自治体職員の読書ノート

自治体で働くソーシャルワーカーが、読んだ本を紹介します。

【2554冊目】團伊玖磨『パイプのけむり』

 

 

13年にわたり書かれた名エッセイの、文庫版第一冊。第一作の「ハンドバッグ」は、女性のハンドバッグの中身が男性にとっては神秘の領域であることを的確かつユーモラスに綴っている。書かれたのは東京オリンピックの開催年でもあった1964年なんだが、現代にも十分通じる独特の味わいとキレがあるのがさすがだ。う〜ん。確かにあの中身って、気になるけど、なんか見てはいけない気分になるんだよねえ。

 

最初のあたりでは辛口の世相批判が多めだが、後半になるにつれてだんだん身近なネタを巧みに料理したものが増えてくる。これは明らかに、エッセイストとしての團伊玖磨の腕の上達だろう。世相批判や社会批判は、実はそれほど難しくない。それより日常のささいな出来事を拾いあげて一編の文章にするほうが、はるかに大変なことなのだ。

 

そんな世相批判にも、おやっと思うものは多い。
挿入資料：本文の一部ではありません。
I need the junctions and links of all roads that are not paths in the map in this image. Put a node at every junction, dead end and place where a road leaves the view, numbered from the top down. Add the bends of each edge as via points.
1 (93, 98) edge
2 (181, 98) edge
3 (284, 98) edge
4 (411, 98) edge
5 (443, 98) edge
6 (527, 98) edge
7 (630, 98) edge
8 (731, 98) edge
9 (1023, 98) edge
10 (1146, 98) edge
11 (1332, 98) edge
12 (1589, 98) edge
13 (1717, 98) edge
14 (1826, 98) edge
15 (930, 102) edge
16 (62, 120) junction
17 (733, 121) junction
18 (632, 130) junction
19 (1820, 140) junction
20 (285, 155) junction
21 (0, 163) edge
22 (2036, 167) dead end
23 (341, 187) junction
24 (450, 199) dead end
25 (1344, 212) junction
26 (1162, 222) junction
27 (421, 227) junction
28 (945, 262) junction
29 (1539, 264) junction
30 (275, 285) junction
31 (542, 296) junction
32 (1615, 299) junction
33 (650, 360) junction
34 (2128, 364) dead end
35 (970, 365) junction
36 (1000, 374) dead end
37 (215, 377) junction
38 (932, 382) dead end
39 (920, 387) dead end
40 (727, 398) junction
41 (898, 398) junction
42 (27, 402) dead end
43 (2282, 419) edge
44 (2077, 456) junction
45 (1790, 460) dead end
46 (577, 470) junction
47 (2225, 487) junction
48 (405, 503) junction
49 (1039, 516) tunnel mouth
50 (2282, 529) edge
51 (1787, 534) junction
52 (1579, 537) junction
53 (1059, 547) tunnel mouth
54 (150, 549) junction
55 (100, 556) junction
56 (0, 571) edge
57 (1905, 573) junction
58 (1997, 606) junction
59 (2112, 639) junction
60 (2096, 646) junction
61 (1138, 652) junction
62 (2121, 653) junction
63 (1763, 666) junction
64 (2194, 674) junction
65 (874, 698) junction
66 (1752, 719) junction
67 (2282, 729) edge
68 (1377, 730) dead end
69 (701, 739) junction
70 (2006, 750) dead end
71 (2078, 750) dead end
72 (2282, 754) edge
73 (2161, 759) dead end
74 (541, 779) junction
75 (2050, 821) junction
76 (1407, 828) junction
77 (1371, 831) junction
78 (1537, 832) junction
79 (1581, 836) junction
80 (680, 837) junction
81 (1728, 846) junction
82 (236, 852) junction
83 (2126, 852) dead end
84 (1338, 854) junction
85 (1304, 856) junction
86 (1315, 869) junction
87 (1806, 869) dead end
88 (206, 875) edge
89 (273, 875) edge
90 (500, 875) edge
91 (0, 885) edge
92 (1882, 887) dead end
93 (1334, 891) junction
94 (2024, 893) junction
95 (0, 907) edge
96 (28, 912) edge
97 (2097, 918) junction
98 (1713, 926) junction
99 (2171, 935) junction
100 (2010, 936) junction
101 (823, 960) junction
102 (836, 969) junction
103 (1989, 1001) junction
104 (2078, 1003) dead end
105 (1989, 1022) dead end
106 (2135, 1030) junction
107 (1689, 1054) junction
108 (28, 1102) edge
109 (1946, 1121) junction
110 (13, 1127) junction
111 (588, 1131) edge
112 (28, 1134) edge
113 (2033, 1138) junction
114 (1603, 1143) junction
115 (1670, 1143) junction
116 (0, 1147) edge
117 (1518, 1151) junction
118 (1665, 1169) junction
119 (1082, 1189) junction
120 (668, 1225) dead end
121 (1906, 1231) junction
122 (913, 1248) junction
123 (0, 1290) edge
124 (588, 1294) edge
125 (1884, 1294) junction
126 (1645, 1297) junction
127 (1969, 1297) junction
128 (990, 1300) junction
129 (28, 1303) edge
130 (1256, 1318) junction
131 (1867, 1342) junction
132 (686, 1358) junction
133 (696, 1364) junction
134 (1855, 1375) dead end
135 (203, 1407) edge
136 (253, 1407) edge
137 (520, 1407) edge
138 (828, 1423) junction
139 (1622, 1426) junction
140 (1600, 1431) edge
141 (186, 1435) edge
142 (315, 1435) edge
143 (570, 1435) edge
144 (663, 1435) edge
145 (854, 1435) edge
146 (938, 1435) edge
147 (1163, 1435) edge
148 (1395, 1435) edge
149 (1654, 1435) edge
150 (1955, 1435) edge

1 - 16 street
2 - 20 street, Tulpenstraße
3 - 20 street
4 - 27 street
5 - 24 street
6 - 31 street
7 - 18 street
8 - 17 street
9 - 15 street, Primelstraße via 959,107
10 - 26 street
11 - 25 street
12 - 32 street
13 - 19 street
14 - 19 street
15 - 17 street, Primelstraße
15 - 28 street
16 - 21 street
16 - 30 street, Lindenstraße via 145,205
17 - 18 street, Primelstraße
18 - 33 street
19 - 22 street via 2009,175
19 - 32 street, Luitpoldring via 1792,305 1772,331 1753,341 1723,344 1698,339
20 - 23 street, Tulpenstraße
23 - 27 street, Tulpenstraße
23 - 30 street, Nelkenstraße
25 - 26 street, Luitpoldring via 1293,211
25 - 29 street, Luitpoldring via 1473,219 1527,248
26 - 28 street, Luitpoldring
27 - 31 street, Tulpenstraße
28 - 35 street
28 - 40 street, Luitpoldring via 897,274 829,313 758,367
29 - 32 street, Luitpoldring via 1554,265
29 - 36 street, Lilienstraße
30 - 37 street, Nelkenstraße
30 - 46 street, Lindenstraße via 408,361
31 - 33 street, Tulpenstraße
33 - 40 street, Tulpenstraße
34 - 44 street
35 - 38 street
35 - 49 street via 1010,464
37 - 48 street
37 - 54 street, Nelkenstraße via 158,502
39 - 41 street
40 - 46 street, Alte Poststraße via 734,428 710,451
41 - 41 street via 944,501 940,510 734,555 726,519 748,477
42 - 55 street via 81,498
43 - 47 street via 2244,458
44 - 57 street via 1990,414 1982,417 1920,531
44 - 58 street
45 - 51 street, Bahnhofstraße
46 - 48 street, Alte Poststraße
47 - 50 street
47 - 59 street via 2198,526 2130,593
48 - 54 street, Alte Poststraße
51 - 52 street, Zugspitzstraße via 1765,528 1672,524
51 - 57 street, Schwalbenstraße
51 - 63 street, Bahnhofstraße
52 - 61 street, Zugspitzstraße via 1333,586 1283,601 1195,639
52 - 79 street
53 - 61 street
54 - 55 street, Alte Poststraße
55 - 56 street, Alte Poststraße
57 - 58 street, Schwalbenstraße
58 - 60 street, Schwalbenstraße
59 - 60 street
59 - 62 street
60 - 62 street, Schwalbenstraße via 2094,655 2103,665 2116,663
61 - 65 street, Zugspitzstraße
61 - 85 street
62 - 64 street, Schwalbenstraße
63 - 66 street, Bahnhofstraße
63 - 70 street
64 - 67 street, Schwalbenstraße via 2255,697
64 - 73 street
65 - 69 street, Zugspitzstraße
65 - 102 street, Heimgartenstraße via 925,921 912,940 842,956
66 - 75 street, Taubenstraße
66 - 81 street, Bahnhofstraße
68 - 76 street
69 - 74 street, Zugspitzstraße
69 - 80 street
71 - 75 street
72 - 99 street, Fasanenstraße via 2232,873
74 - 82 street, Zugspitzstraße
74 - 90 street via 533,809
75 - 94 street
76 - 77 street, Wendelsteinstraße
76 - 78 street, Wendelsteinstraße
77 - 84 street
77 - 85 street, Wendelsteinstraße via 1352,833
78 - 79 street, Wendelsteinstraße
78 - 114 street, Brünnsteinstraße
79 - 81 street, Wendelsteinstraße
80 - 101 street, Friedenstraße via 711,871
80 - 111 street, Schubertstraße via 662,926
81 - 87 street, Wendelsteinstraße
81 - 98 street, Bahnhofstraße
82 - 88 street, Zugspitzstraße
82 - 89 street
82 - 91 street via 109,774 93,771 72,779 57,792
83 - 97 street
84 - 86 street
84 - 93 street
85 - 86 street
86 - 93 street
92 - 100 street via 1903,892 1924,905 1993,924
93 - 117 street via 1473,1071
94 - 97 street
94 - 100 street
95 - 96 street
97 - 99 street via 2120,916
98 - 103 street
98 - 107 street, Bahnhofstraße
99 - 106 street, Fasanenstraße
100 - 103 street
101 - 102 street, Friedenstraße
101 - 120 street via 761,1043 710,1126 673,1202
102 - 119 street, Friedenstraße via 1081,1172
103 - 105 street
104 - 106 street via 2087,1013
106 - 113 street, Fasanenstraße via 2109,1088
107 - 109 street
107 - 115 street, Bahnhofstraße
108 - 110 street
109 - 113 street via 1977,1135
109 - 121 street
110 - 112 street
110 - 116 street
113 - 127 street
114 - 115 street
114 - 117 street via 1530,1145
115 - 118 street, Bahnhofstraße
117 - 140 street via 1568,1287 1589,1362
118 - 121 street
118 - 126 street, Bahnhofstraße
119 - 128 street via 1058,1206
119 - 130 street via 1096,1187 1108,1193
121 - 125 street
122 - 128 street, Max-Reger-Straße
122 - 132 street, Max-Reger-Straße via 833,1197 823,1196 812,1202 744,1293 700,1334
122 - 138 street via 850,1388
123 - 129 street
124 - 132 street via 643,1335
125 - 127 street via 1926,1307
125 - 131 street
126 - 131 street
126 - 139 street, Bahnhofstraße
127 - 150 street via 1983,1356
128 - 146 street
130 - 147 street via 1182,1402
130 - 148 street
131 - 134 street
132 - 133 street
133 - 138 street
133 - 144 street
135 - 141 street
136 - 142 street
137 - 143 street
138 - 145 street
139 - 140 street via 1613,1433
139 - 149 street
けっこう厳しいオリンピック批判(もちろん今回のではなく、1964年の東京オリンピック)があったりするのだが、オリンピック開会式の音楽の作曲者がこんなことを感じていたのかと思うと、意外な面白さがあった。

 

「米国」「英国」という略称への批判もユニークだ。特に「米国」については、自国民の主食を名称に冠したことで「無意識的にではあるにせよ、大切な主食の概念が一瞬横切る」のであって「我々日本人にとって、米国という国が、事実そうである以上に、又、そうである可きである以上に、重要な重みを持って迫って来るように思える」(p.264)という。さらに米国と英国に負けたことについても「米と戦って米(こめ)を失い、英と戦って英(すぐ)れざることを証明した」と手厳しい。

 

戦争の記憶がまだ生々しく、一方ではオリンピックと経済成長に沸く日本の姿がリアルタイムで捉えられているという点では、時代の貴重な証言ともなっている(占領下の沖縄の描写もあって驚く)。だが一方で、最初に挙げた「ハンドバッグ」のように、書かれている主張や発見自体は、今読んでも驚くほど古びていない。そのあたりが時代を捉えつつ、時代を超える名エッセイたるゆえんなのだろう。